First, terminology...

"Using index" means that the (in this case) INDEX(a) contains all the columns needed. That is "the index is covering".

"Using index condition" is quite different. Internally, it is called ICP (Index Condition Pushdown). This refers to whether the "handler" checks the expression or whether the "condition" (a >= 90000) is handed off to the Engine (InnoDB) to do the work.

As for "Using where"; that is still a mystery to me, even after using MySQL for 20 years and looking thousands of Explains. I ignore it.
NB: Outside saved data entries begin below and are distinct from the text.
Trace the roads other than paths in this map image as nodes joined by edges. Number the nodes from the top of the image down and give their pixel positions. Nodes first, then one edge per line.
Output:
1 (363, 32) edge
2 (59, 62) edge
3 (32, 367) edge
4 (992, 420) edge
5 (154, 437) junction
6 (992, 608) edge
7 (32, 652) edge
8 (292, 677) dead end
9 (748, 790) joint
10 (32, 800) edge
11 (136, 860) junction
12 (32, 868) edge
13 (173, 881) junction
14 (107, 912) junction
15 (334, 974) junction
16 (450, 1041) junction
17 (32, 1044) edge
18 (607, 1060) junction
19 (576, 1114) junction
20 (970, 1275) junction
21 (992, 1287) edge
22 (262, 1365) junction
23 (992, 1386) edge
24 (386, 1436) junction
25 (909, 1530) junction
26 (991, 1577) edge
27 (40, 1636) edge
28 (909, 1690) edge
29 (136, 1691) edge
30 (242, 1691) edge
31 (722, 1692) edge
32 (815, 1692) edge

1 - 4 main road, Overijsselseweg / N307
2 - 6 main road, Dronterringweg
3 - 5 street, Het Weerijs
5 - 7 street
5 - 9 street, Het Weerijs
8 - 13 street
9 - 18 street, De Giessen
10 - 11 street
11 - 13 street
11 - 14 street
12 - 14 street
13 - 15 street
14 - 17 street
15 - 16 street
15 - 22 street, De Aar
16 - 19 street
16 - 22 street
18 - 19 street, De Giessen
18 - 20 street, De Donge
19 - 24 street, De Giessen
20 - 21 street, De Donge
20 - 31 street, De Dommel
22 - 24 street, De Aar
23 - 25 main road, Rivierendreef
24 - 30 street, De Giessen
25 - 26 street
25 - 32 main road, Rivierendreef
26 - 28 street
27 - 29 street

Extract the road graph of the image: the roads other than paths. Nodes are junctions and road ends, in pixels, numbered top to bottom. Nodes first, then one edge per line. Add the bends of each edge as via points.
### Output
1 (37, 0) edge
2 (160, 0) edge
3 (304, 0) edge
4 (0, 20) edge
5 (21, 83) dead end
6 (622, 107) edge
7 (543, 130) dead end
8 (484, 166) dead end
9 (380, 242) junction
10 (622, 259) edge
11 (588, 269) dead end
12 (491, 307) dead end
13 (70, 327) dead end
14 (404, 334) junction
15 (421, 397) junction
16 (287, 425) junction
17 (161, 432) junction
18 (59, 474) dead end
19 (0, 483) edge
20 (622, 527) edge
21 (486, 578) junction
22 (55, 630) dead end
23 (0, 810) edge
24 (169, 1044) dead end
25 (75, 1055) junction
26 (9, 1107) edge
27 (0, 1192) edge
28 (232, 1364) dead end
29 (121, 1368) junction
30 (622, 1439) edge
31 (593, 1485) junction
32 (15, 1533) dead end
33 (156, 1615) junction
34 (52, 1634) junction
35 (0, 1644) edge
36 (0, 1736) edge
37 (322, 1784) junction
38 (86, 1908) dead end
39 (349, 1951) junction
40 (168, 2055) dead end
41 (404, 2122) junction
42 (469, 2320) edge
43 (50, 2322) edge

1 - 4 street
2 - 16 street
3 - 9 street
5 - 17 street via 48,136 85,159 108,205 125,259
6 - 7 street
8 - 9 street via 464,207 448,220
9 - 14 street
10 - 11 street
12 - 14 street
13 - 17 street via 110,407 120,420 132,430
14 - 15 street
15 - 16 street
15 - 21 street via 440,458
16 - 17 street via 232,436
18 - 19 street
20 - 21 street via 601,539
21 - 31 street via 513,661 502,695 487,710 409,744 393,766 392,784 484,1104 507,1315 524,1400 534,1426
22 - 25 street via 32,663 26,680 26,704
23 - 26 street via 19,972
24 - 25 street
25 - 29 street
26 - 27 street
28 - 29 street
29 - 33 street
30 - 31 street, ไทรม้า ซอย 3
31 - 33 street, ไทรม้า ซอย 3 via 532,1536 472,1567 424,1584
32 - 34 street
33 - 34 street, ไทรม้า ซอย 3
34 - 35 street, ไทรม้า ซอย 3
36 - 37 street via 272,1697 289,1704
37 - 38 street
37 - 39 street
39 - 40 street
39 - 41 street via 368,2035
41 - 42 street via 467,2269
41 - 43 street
In all 3 of your cases, INDEX(a) is used. This is indicated primarily by "key" ("a"--the name of the key, not the column), "key_len" ("5": 4-byte INT plus 1 for NULLable), and secondarily by "type" (which does not say "All").

Further

  • If you change the 90000 to 70000, you may find that it will switch to a table scan. Why bounce back and forth between the Index's BTree and the data's BTree (via the PRIMARY KEY). The Optimizer will assume that it will be faster to simply scan all the table, ignoring the rows that fail the WHERE clause.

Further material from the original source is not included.